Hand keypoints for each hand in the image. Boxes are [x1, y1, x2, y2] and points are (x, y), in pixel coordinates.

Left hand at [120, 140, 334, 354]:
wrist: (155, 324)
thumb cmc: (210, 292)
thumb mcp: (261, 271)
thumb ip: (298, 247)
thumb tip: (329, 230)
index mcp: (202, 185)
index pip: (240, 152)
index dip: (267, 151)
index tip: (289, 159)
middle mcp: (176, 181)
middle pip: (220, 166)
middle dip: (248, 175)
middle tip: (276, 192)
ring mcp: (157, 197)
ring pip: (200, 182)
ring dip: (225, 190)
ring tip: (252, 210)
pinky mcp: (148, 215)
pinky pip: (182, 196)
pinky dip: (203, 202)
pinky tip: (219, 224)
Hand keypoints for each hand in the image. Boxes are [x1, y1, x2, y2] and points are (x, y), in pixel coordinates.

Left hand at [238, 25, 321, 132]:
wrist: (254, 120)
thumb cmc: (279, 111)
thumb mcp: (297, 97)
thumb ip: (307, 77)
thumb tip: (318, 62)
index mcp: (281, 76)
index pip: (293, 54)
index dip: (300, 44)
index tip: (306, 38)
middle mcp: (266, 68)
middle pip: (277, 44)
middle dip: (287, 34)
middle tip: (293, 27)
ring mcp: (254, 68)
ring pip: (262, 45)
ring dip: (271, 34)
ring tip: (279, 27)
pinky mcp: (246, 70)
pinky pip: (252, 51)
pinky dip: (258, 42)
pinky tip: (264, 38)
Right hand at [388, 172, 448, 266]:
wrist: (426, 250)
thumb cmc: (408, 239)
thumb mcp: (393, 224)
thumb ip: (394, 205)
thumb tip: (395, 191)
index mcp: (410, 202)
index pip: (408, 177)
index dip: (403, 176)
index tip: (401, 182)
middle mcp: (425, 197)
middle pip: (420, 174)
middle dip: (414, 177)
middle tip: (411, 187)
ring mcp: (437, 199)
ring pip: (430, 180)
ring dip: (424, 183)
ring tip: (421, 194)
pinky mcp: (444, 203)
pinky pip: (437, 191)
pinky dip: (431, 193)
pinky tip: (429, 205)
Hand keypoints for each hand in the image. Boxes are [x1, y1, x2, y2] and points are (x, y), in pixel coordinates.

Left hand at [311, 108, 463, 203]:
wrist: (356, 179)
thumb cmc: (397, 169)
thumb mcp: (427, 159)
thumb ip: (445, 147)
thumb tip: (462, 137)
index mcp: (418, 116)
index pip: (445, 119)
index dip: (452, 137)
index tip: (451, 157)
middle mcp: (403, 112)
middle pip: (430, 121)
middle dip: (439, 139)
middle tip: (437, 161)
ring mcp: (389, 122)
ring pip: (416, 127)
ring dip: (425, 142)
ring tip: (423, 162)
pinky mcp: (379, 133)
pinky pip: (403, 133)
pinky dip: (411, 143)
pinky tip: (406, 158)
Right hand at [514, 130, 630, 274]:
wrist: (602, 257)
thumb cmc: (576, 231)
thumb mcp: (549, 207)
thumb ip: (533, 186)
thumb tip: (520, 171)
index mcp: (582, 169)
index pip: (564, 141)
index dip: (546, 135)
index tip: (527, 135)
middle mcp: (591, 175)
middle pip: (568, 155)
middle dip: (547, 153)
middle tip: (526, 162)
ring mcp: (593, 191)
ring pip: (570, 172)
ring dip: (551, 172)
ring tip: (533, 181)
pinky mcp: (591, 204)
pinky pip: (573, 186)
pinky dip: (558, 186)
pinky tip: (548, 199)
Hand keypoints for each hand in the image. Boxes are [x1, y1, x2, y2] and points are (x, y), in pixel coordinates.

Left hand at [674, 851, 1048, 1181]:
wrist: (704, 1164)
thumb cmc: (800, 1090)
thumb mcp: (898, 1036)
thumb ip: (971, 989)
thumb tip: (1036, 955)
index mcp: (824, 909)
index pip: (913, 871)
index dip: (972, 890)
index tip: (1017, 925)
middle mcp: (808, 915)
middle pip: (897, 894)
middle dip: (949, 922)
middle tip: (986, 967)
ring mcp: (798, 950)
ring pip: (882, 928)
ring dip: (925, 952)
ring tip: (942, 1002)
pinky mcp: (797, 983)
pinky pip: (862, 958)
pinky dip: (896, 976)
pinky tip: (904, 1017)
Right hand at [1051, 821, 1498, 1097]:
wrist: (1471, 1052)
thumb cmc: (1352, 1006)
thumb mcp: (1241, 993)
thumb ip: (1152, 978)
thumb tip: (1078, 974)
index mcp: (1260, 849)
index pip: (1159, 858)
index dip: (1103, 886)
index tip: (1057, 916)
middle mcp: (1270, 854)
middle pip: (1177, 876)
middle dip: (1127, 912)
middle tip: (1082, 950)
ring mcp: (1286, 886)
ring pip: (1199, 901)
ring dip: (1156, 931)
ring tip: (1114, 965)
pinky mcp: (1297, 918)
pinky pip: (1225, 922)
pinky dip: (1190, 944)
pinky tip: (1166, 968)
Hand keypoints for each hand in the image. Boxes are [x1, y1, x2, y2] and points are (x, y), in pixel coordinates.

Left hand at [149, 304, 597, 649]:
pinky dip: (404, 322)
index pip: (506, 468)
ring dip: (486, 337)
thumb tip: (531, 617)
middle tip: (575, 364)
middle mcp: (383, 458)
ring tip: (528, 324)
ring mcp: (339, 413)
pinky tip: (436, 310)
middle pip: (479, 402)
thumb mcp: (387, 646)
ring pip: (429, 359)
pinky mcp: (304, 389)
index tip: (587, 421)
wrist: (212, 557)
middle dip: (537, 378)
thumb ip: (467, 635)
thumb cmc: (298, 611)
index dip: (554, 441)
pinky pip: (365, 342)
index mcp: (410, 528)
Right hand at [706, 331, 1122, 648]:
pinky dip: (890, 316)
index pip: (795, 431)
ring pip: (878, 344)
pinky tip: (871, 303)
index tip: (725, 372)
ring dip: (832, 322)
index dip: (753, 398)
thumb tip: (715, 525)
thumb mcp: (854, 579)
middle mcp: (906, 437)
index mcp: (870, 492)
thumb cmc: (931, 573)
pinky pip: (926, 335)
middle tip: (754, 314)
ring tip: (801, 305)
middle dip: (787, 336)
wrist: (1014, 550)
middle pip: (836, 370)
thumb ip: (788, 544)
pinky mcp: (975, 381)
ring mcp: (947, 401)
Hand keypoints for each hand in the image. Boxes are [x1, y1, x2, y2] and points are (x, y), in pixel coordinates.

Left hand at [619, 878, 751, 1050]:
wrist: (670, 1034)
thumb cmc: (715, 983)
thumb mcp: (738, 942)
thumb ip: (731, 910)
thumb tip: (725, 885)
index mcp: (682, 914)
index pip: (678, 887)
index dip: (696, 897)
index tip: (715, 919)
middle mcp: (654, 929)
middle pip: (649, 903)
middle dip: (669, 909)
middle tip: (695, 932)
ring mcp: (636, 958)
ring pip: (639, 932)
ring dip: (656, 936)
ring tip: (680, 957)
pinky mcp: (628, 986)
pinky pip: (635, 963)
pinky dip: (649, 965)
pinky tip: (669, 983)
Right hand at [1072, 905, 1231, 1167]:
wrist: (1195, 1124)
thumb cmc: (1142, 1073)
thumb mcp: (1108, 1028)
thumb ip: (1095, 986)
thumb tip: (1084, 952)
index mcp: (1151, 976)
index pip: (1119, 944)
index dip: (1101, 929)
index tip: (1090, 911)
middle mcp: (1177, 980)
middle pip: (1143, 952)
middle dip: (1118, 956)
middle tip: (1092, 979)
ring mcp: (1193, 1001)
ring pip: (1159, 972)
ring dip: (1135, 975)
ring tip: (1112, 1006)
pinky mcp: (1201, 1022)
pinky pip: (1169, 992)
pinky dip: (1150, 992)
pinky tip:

-.-.-

Problem to work on -
What is needed is a verbatim copy of every line in the records above from the one containing "index pip: (506, 468)" down to the one containing "index dip: (554, 441)", both included, and nothing more.

Worked solution -
index pip: (506, 468)
ring dip: (486, 337)
thumb tip: (531, 617)
middle tip: (575, 364)
middle mcp: (383, 458)
ring tip: (528, 324)
ring mcp: (339, 413)
pinky tip: (436, 310)
middle pip: (479, 402)
thumb mcp: (387, 646)
ring pip: (429, 359)
pinky mcp: (304, 389)
index tip: (587, 421)
wrist: (212, 557)
middle dip: (537, 378)
thumb ip: (467, 635)
thumb cmc: (298, 611)
index dip: (554, 441)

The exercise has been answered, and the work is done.